Marszałek Sejmu może interweniować tylko, kiedy naruszana jest nietykalność osobista posła albo prezesa NIK lub dochodzi do zatrzymania - powiedziała w piątek Elżbiety Witek po spotkaniu z szefem NIK Marianem Banasiem. Podkreśliła, że do takich sytuacji nie doszło więc nie mogła interweniować.

O spotkanie z marszałek Sejmu wystąpił prezes NIK po tym, gdy na zlecenie prokuratury w Białymstoku, funkcjonariusze CBA przeprowadzili przeszukania w 20 miejscach na potrzeby śledztwa dotyczącego m.in. podejrzeń nieprawidłowości w oświadczeniach majątkowych i deklaracjach podatkowych Banasia; CBA weszło także do siedziby NIK, w tym do gabinetu szefa Izby. Banaś oświadczył, że jako prezes NIK "stanowczo sprzeciwia się naruszeniu konstytucyjnej zasady niezależności NIK".

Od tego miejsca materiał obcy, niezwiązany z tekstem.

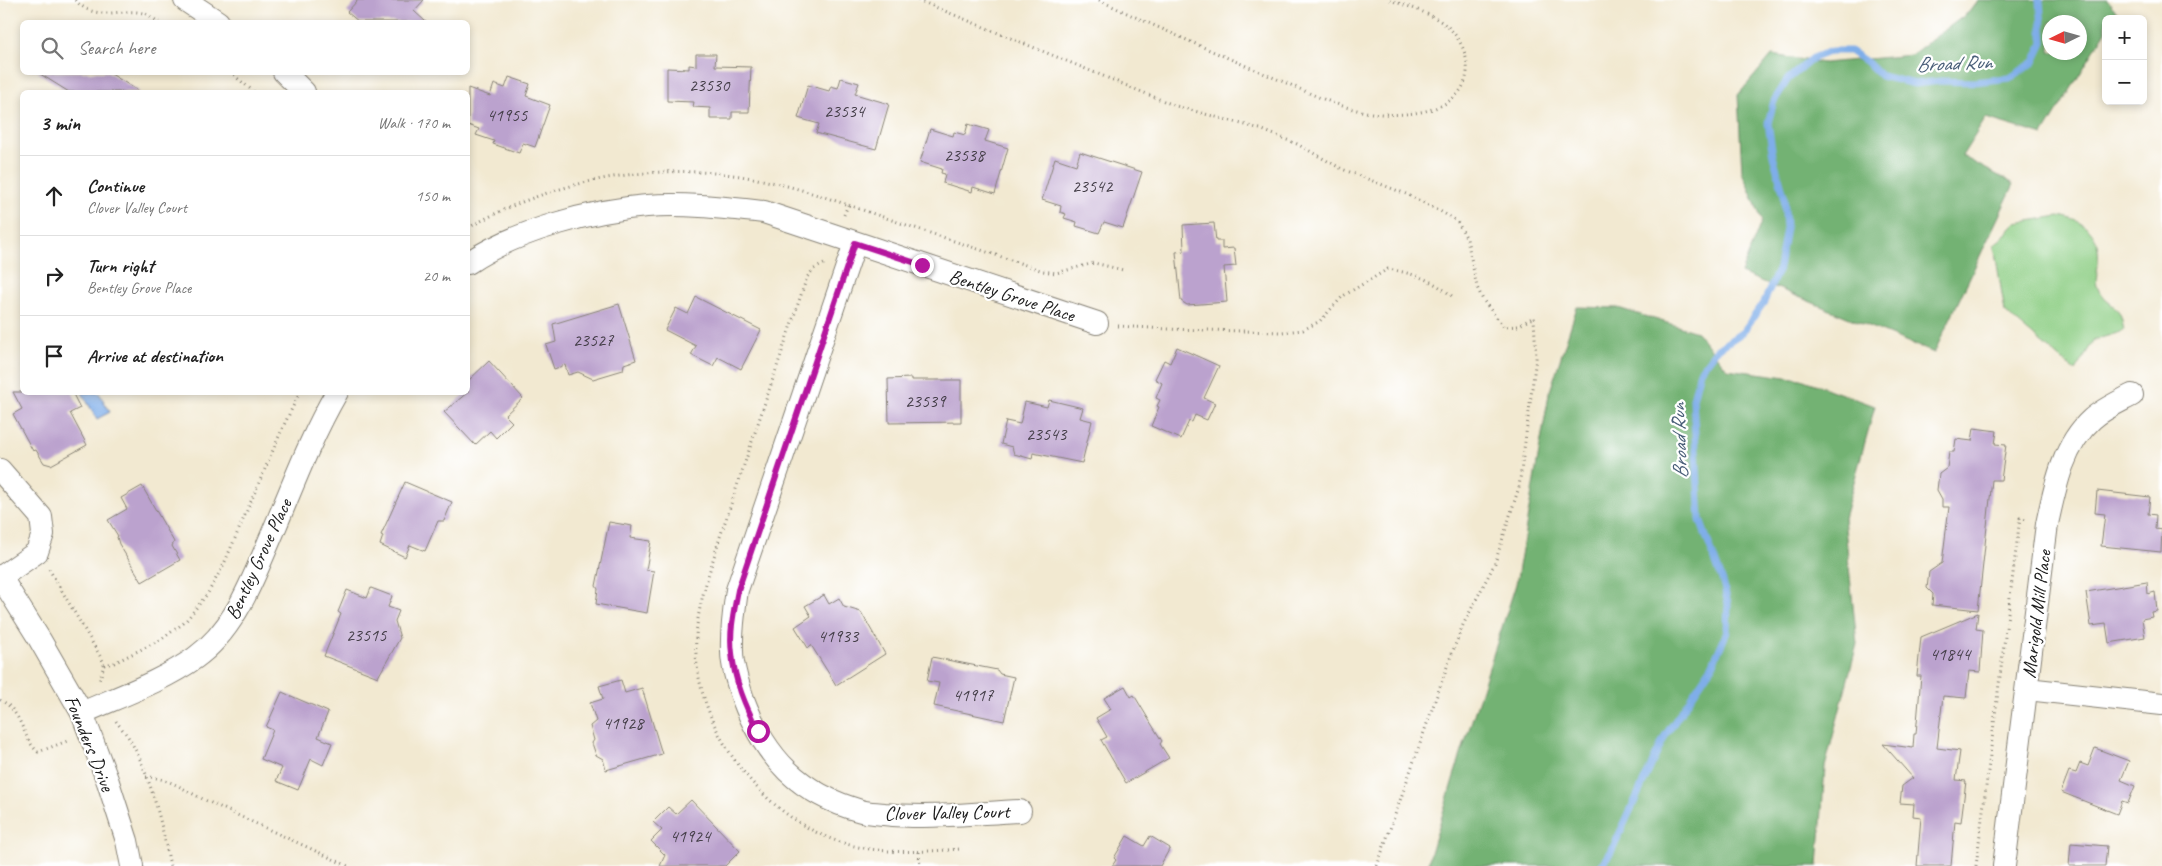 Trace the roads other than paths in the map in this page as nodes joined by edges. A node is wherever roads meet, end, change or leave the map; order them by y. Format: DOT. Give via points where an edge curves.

Marszałek Sejmu zaprosiła prezesa NIK i kierownictwo na spotkanie, które odbyło się w piątek w Sejmie. Po jego zakończeniu Witek poinformowała, że w rozmowie z Banasiem przekazała iż, przeanalizowała wszystkie dokumenty związane ze sprawą przeszukań nieruchomości i gabinetu prezesa NIK. Jak zaznaczyła, zgodnie z konstytucją, ustawą o NIK i ustawą o wykonywaniu posła i senatora, marszałek Sejmu może interweniować tylko, kiedy naruszana jest nietykalność osobista posła albo prezesa NIK (...) albo wtedy kiedy dochodzi do zatrzymania bądź do aresztowania" - wskazała.

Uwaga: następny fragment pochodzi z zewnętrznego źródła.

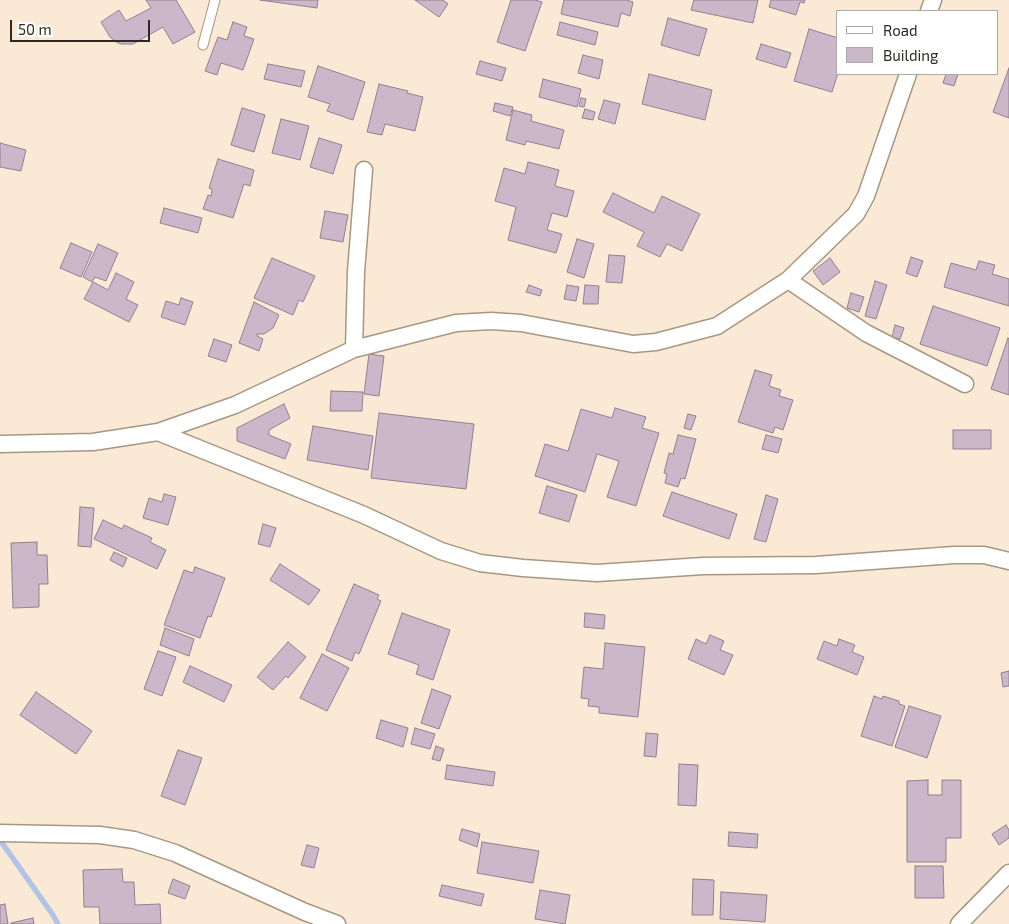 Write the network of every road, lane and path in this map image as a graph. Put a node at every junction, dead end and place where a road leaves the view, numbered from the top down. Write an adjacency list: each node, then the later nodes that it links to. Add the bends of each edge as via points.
1 (215, 0): 2 (lane)
2 (204, 45)
3 (908, 75): 5 (street, via 866,196 856,214)
4 (364, 170): 6 (street)
5 (788, 280): 6 (street, via 717,326 656,342 633,344 521,323 491,321 456,323); 7 (street, via 866,333)
6 (354, 349): 8 (street, via 235,405)
7 (965, 384)
8 (158, 432): 9 (street, via 93,442); 10 (street, via 364,515 441,552 480,563 597,573 954,555 984,556)
9 (0, 444)
10 (1009, 562)
11 (0, 833): 13 (street, via 100,835 134,840 175,853)
12 (1009, 873): 14 (street)
13 (337, 924)
14 (959, 924)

"Taka sytuacja nie miała miejsca, w związku z tym nie mogłam w żaden sposób jako marszałek Sejmu interweniować" - podkreśliła Witek.

Odniosła się też do pism, które w sprawie działań prokuratury skierował do niej prezes NIK. "W pierwszym piśmie było trochę nadużycia. Pan prezes powołał się tam na rzekomą opinię Biura Analiz Sejmowych, która miała wskazywać, że immunitet formalny obejmuje nie tylko osobę, ale też miejsca, w których prowadzone są przeszukania. Otóż BAS takiej opinii nie wydawało" - powiedziała marszałek.

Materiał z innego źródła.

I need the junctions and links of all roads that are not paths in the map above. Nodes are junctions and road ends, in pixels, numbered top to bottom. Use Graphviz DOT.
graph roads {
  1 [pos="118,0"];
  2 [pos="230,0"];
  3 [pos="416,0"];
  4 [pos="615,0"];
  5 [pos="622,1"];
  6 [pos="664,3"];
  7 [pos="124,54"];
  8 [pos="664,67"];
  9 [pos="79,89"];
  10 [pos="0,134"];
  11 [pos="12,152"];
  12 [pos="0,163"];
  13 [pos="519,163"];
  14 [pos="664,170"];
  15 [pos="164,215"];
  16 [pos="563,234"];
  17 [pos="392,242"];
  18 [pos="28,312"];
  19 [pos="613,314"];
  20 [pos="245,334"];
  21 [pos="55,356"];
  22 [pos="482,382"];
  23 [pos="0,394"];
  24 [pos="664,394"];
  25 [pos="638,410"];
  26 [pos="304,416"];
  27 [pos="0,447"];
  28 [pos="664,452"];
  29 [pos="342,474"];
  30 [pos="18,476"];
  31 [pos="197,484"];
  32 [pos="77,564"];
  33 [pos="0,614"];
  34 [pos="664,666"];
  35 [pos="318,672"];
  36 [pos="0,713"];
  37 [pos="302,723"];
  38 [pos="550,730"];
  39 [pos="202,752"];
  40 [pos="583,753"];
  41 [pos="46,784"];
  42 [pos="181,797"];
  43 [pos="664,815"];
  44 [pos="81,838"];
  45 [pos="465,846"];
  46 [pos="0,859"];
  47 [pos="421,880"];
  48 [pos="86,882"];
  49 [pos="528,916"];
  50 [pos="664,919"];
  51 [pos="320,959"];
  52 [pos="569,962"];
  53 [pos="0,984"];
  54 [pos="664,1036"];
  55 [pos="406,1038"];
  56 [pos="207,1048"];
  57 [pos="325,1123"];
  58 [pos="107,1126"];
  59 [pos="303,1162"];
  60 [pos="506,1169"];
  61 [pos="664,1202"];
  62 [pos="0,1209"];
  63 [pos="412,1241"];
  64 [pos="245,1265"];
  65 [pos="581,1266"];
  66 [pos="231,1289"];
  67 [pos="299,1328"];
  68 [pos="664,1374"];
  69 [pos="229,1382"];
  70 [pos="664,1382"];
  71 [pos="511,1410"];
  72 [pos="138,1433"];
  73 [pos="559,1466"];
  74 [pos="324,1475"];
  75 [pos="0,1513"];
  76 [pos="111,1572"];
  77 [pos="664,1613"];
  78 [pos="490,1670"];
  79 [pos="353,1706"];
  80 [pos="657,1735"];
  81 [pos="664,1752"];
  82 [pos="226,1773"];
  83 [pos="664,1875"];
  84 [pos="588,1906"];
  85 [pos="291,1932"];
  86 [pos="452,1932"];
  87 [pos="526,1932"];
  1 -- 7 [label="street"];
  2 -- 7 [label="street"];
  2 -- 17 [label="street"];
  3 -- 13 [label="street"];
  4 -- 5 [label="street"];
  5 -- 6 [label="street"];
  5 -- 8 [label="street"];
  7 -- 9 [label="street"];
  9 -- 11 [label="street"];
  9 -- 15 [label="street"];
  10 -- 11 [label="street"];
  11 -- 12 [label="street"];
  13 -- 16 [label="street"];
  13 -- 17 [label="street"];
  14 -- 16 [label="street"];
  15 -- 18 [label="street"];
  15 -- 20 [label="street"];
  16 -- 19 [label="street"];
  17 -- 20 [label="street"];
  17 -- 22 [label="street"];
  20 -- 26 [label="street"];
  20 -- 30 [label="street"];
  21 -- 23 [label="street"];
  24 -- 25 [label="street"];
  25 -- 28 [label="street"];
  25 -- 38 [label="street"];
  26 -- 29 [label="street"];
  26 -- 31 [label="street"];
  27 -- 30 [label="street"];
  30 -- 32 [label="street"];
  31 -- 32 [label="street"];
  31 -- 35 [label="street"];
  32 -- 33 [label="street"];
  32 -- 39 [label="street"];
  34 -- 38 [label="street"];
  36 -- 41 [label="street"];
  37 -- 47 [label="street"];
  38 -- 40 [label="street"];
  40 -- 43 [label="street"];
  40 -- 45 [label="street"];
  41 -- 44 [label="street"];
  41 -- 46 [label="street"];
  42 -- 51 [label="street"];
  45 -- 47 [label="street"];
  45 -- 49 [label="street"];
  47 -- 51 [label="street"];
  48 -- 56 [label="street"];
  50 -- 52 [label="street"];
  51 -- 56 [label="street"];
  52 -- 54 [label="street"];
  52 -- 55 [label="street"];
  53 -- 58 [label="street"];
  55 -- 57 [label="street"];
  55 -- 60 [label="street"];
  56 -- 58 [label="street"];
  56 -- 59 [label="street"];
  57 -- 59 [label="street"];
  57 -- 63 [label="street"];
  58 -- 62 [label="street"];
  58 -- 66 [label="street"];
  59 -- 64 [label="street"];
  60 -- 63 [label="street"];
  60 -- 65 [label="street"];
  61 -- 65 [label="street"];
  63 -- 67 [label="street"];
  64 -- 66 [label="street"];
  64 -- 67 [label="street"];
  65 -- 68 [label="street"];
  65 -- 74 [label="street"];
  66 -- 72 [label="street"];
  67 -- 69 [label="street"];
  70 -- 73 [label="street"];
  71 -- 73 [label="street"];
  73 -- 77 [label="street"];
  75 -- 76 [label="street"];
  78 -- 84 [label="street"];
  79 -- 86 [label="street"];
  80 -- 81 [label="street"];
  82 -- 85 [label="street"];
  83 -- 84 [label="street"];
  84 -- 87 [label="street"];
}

Natomiast - zaznaczyła - w 2014 r., kiedy toczyło się postępowanie przeciw m.in. ówczesnemu szefowi klubu PSL Janowi Buremu nastąpiło przeszukanie różnych pomieszczeń i wówczas prokuratura stwierdziła, że należy dokonać tych przeszukań, ale m.in. Bury złożył zażalenie na to postanowienie do sądu. "I Sąd Rejonowy w Warszawie we wrześniu 2014 r. wydał orzeczenie, że wszystko było zgodnie z konstytucją i że pomieszczenie nie obejmują immunitetu formalnego" - powiedziała Witek.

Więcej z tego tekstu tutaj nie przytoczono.